Big meteor impacts are a very real natural hazard faced by life on Earth. But in any given year, the risks of a major impact are statistically small, because they happen infrequently (hundreds of years between events causing local damage, thousands of years between events causing regional damage, and tens of millions of years between events causing global damage).
Scientists have been searching for potentially hazardous meteoroids for decades now, in an effort to better understand the risks and to predict any future dangers. We estimate that we have found 87% of all nearby objects larger than 1 kilometer (over a thousand objects). None of these pose any risk of impact with Earth for at least several hundred years. So, that means that the estimated chance for a major impact causing global annihilation in the near term is much less than previously thought.

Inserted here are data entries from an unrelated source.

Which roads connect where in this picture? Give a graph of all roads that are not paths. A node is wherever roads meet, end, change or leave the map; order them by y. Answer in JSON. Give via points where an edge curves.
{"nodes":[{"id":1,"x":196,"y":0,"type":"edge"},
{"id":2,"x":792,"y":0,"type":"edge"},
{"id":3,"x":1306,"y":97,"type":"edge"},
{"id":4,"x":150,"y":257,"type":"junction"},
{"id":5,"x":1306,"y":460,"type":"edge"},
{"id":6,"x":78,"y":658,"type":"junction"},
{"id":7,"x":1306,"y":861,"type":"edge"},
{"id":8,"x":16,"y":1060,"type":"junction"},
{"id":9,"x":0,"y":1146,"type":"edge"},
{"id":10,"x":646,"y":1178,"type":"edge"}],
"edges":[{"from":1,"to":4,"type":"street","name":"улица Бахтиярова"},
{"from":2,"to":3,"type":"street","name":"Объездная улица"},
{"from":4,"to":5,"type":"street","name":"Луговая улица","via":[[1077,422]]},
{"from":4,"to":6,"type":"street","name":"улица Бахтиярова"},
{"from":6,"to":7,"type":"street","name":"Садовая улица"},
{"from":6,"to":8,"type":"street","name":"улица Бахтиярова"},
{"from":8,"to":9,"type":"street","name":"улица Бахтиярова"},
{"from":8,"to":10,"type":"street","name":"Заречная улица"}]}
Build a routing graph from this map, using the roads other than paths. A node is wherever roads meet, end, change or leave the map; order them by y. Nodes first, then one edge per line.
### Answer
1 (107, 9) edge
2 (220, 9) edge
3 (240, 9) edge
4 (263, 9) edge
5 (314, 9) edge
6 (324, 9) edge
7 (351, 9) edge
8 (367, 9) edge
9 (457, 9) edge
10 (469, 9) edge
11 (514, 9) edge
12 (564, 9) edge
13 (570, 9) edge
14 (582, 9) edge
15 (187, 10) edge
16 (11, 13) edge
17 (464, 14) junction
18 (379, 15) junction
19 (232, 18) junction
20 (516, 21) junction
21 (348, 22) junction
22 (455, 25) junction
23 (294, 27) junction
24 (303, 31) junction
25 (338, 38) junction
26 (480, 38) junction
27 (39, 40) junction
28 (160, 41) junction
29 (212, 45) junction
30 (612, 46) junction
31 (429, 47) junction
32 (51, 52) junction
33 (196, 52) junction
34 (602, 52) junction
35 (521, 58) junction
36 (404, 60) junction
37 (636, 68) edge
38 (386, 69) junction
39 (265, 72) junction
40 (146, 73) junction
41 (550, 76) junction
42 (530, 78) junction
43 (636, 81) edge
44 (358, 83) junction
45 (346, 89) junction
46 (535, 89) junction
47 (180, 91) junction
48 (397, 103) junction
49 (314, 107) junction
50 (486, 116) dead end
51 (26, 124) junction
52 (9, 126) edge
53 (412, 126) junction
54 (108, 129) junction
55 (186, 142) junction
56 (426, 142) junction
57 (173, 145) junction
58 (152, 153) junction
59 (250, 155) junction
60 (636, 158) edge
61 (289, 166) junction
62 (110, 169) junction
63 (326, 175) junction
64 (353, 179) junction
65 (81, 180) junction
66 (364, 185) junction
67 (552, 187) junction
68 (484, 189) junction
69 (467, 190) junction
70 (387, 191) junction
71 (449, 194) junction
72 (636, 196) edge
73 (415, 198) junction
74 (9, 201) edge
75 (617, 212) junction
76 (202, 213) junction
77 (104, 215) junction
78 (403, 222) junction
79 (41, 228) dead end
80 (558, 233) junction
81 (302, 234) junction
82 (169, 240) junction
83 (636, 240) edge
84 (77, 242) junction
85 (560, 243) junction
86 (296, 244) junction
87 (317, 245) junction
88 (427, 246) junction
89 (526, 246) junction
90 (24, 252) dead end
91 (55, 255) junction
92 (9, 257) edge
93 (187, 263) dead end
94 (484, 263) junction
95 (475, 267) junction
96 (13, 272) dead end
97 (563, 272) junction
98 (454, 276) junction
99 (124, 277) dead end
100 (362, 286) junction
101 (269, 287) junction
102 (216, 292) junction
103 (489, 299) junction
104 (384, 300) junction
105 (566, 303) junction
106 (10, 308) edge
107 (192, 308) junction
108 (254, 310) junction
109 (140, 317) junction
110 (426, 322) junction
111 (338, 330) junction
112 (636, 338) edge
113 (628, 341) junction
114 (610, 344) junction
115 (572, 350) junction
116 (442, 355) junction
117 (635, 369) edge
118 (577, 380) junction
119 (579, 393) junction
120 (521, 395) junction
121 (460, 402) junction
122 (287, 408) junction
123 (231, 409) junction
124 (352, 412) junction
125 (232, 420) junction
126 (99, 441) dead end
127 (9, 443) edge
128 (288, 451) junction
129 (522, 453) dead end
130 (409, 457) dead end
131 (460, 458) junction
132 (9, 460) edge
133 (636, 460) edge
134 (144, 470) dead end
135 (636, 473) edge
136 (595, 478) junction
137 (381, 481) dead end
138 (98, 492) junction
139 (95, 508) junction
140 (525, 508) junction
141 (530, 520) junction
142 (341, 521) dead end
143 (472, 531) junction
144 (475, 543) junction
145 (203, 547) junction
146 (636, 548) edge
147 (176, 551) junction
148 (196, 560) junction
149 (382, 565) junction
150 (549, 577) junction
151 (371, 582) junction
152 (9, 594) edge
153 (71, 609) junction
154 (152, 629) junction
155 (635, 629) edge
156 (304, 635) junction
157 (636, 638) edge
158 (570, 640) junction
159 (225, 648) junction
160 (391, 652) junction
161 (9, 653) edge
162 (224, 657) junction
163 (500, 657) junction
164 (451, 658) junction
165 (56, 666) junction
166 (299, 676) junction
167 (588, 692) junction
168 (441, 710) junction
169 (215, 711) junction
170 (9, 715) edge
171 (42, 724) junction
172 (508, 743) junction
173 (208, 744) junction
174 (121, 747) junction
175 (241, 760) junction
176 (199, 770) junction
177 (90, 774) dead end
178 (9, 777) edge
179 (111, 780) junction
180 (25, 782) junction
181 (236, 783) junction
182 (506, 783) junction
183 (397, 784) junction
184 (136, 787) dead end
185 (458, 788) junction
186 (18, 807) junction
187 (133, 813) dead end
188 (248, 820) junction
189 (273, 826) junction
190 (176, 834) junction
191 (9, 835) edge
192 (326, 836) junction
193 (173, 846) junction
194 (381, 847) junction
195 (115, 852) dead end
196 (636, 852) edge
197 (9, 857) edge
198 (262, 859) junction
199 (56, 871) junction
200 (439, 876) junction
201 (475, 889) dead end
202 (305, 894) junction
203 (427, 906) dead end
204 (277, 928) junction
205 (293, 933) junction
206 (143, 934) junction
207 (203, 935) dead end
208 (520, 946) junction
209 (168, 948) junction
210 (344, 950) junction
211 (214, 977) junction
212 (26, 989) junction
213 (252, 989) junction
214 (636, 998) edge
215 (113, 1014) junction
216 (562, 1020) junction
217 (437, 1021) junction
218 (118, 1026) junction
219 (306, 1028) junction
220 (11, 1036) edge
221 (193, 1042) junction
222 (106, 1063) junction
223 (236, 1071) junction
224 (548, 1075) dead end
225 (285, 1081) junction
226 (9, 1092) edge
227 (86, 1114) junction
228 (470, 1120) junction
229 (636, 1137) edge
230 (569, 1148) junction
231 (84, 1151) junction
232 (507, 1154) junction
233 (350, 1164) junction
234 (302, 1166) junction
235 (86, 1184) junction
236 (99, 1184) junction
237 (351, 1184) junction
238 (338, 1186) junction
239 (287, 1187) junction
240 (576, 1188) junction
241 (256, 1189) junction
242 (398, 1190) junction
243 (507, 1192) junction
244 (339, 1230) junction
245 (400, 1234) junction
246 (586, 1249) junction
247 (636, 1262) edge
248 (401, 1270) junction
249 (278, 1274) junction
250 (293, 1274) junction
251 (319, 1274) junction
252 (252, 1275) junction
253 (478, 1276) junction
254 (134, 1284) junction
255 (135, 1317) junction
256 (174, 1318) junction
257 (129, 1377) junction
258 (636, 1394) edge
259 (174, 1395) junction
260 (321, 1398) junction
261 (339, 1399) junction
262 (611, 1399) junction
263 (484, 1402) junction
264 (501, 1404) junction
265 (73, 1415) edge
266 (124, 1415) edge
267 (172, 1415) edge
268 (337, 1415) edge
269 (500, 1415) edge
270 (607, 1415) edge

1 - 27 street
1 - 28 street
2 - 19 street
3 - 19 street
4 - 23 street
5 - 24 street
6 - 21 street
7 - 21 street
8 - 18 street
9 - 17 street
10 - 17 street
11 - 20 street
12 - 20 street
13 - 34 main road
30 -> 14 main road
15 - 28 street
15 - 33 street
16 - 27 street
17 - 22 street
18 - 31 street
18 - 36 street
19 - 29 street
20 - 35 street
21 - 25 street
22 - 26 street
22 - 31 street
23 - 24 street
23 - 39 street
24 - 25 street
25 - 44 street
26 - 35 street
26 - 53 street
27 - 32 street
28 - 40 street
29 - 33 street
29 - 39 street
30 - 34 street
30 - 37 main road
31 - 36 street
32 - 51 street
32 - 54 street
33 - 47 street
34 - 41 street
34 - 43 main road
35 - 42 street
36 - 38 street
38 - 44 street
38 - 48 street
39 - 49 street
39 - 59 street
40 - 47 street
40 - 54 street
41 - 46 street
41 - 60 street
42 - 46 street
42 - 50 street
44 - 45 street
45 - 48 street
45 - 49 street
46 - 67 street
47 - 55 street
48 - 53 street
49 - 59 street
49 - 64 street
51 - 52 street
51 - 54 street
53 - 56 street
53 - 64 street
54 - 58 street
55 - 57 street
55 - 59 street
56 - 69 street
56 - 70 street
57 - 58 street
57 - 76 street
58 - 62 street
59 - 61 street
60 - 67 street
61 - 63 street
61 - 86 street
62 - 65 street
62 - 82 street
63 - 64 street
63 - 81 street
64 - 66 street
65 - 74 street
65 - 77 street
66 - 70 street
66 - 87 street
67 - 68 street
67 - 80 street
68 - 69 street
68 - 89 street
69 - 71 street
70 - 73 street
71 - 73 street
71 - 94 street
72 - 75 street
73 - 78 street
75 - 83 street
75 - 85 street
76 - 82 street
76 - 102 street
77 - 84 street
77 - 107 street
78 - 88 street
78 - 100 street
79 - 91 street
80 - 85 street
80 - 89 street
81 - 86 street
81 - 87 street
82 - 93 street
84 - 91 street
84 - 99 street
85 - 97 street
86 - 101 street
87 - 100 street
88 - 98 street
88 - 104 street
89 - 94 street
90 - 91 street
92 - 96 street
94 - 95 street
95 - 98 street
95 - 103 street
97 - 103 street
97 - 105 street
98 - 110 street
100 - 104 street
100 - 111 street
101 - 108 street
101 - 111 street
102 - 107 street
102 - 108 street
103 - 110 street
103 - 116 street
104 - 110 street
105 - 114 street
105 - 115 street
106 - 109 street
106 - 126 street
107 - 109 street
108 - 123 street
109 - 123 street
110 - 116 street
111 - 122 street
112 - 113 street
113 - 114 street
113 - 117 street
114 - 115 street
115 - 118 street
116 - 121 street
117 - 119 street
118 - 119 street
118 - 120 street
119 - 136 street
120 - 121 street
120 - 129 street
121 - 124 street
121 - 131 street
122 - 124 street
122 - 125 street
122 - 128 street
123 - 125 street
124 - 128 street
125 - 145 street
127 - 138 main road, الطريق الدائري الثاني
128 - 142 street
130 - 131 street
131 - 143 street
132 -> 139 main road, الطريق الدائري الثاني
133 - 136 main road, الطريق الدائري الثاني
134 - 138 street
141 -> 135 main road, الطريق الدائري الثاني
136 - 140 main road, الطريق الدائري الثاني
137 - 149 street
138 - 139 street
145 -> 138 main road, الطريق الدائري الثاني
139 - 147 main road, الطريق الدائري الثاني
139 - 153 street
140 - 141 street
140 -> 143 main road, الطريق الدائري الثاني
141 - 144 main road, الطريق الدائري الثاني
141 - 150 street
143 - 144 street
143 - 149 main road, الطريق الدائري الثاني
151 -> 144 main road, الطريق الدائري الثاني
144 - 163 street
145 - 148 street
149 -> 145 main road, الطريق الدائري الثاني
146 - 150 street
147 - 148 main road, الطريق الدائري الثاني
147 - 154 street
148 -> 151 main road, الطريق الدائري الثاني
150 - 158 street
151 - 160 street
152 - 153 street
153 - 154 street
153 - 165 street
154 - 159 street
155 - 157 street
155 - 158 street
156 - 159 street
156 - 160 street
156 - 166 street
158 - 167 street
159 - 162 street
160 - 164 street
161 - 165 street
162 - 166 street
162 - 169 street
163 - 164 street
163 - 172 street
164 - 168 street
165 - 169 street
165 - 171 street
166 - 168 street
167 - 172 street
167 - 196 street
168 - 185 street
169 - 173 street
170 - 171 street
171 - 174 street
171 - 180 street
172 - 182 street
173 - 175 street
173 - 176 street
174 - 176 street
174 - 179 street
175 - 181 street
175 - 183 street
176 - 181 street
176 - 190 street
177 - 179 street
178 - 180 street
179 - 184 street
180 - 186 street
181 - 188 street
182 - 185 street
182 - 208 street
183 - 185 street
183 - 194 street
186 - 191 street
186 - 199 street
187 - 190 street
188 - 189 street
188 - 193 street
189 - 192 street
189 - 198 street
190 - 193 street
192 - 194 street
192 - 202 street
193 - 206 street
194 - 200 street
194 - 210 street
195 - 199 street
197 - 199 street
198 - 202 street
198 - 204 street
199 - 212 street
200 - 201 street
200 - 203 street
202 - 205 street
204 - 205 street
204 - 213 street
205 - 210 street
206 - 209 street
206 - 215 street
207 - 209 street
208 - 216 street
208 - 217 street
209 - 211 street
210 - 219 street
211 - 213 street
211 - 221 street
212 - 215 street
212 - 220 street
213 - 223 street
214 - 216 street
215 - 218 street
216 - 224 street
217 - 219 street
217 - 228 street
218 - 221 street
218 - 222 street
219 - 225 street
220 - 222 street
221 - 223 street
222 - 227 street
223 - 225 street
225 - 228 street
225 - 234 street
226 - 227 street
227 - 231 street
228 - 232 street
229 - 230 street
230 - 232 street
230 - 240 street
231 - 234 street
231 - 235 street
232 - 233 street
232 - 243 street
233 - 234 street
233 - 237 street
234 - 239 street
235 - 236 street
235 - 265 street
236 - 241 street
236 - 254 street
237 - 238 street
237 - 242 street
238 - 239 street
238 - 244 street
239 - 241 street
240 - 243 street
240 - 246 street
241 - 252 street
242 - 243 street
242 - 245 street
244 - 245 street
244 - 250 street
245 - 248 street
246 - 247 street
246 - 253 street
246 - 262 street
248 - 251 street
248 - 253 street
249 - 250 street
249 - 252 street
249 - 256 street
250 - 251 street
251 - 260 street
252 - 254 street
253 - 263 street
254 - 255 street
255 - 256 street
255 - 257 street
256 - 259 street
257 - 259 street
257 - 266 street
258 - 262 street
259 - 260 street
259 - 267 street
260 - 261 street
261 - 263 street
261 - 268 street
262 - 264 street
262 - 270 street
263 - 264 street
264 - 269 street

The risks from smaller impacts are less well defined and scientists have been surveying the sky to search for the smaller asteroids that could pose a hazard to Earth. NASA’s WISE space telescope surveyed the whole sky in infrared light in 2010, discovering over 33,000 new asteroids in the Solar System, hundreds of which are near Earth’s orbit around the Sun. The WISE survey was important to understanding impact risks; because it looked in infrared light the survey was not biased against dark asteroids. The WISE survey data are now helping scientists to assess the risks of meteor impacts in greater detail.
The Jet Propulsion Laboratory in Pasadena, California keeps a tally of known asteroids and their risks of impact (http://neo.jpl.nasa.gov/risk/). On this list, there are no objects with a better than 1 in 10,000 chance of impacting Earth for the next few hundred years. And nothing on the list poses any risk in 2012.
So, scientists have found no indication that a significant collision with Earth is coming in December 2012. The chances of such an impact happening on or around the winter solstice are as small as they are at any other time.